NMDC (down 2.21%), JSW Steel (down 1.26%), Hindalco Industries (down 1.15%), Steel Authority of India (down 0.77%), Vedanta (down 0.71%), Tata Steel (down 0.49%), Jindal Steel & Power (down 0.4%), APL Apollo Tubes (down 0.38%), Adani Enterprises (down 0.32%) and Jindal Stainless (down 0.32%) declined.
On the other hand, Welspun Corp (up 2.85%), Hindustan Copper (up 1.68%) and Hindustan Zinc (up 0.68%) edged higher.
Stocks in Spotlight:
ITI surged 8.04% after the company’s consolidated net loss narrowed to Rs 4.38 crore in Q4 FY25, compared with net loss of Rs 238.82 crore in Q4 FY24. Revenue from operations jumped 73.9% YoY to Rs 1,045.70 crore in Q4 FY25.
JK Lakshmi Cement shed 0.45%. The company reported a 3.08% decline in standalone net profit to Rs 137.96 crore in Q4 FY25 as against Rs 142.35 crore posted in the same quarter last year. However, revenue from operations increased by 5.52% year-on-year (YoY) to Rs 1,738.82 crore in the fourth quarter.
Profit before interest, depreciation, and tax (PBIDT) stood at Rs 257.54 crore in the March 2025 quarter, registering a de-growth of 12.23% YoY.
Profit before tax (PBT) in Q4 FY25 declined 14.96% to Rs 189.91 crore, compared to Rs 223.32 crore in Q4 FY24.
On a consolidated basis, the company’s net profit jumped 16.89% to Rs 183.54 crore on a 5.52% rise in revenue from operations to Rs 1,738.82 crore in Q4 FY25 over Q4 FY24.
On a full-year basis, the company reported a 14.81% decrease in standalone net profit of Rs 361.45 crore on a 9.83% decline in revenue from operations to Rs 5,697.97 crore in FY25 over FY24.
As part of its green initiatives, the company is implementing a project at its Sirohi Cement Plant to enhance its Thermal Substitution Rate (TSR) from 4% to 16% in a phased manner. During the quarter, renewable power accounted for 50% of the company’s total power mix.

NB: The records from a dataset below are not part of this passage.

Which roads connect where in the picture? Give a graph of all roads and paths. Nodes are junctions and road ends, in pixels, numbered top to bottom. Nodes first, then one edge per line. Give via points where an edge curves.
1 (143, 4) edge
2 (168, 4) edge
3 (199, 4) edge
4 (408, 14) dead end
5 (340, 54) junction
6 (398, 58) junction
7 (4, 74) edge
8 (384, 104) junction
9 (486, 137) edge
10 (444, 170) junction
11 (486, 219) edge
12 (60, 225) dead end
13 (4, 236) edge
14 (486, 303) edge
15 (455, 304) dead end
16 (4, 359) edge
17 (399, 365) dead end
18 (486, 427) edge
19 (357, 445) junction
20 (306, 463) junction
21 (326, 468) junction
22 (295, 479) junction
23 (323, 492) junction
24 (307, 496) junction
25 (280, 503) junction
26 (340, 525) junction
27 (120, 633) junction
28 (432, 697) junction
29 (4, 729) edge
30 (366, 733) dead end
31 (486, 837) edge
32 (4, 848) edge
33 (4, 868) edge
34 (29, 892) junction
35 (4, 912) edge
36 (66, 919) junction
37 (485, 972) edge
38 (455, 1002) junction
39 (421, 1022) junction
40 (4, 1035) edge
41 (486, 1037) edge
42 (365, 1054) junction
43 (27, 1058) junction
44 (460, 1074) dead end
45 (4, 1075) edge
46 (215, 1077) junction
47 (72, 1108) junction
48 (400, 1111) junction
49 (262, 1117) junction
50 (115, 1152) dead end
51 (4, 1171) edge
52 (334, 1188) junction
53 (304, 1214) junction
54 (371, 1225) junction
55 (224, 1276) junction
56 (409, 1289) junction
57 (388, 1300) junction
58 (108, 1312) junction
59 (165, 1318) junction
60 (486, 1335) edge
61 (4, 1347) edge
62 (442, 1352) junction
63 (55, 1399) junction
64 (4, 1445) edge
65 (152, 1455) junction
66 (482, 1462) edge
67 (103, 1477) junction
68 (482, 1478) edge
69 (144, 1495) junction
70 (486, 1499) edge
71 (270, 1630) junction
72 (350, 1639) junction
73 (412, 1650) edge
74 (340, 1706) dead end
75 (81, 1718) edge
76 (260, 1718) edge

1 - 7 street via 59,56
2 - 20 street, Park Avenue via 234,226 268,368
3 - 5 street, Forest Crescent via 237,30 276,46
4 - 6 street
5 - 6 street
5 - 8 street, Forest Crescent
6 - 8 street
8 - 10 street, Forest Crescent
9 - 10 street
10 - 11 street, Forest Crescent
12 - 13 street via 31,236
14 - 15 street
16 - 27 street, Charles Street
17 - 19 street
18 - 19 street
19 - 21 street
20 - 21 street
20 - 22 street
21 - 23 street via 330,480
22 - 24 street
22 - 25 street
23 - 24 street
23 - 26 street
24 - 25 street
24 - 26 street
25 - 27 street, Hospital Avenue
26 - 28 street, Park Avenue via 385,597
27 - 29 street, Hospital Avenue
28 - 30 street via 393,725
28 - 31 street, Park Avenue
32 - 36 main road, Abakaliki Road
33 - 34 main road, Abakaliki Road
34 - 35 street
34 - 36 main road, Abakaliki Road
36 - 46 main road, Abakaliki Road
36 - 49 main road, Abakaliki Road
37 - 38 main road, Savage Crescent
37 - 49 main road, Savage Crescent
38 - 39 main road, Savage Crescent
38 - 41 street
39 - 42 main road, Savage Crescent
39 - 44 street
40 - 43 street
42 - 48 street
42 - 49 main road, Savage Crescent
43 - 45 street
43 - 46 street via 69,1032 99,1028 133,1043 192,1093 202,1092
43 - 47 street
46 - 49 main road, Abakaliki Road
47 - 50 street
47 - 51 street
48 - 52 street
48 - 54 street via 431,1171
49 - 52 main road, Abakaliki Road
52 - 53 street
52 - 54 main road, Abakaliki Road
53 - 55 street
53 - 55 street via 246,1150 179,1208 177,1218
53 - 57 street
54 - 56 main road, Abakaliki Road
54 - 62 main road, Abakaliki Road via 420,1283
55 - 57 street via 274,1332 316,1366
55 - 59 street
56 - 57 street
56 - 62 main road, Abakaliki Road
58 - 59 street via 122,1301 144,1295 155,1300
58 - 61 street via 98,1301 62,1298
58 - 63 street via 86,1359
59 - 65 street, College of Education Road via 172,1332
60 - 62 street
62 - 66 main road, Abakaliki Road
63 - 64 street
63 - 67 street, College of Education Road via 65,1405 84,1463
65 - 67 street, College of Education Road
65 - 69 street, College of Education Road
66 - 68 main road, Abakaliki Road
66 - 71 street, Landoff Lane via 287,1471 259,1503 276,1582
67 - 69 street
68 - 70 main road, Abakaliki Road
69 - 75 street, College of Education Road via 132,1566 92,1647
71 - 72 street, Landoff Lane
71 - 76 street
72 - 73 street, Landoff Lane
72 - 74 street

On the capital expenditure front, the company is expanding its cement grinding capacity at the Surat Grinding Unit from 1.35 million tonnes to 2.7 million tonnes. The project is expected to cost Rs 225 crore, to be funded through term loans of Rs 150 crore from banks, with the balance coming from internal accruals.
Additionally, the company is setting up a railway siding at its Durg Cement Plant at a cost of Rs 325 crore. This will be funded through debt of Rs 225 crore and the remaining amount through internal accruals.

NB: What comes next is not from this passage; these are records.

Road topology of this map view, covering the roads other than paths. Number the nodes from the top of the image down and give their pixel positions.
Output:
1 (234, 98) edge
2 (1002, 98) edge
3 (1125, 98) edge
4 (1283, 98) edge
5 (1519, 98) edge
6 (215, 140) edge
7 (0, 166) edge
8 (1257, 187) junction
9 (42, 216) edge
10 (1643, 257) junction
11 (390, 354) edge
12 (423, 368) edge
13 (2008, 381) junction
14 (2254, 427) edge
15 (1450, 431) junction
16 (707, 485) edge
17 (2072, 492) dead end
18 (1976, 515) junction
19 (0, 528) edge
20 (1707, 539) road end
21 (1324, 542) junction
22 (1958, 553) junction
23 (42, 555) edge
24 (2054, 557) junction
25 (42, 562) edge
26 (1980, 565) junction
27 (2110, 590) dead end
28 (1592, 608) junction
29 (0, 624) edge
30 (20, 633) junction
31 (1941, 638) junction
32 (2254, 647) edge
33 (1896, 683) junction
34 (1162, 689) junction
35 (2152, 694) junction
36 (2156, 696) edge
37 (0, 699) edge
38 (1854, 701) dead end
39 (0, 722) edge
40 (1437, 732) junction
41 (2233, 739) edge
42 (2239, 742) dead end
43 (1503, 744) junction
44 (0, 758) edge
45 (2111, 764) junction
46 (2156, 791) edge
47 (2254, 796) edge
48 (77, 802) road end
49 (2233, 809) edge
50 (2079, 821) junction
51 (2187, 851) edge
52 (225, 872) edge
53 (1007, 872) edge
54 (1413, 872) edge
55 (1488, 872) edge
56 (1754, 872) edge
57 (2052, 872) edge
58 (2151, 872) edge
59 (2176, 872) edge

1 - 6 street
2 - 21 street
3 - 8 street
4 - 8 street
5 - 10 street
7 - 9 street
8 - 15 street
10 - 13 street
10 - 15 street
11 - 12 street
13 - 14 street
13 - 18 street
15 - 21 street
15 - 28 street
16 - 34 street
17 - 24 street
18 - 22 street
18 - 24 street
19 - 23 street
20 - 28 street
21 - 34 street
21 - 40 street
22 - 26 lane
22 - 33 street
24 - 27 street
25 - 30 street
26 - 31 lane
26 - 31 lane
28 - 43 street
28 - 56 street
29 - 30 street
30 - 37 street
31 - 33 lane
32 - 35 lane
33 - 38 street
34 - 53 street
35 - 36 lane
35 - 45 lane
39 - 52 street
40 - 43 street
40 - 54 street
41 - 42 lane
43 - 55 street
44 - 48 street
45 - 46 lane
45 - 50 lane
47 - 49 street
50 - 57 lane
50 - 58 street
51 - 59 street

JK Lakshmi Cement is also expanding clinker capacity at its integrated cement plant in Durg, Chhattisgarh, by installing an additional clinker line of 2.3 million tonnes per annum and four cement grinding units aggregating to 4.6 million tonnes per annum at the same location. Furthermore, the company is establishing three split-location cement grinding units with a total cement grinding capacity of 3.4 million tonnes per annum at Prayagraj in Uttar Pradesh, Madhubani in Bihar, and Patratu in Jharkhand. The entire project is estimated to cost Rs 2,500 crore and will be funded through term loans of Rs 1,750 crore from banks, with the remaining balance sourced from internal accruals.
JK Lakshmi Cement is a cement manufacturer with a presence in Northern, Western, and Eastern India's cement markets.
The counter shed 0.45% to Rs 862.70 on the BSE.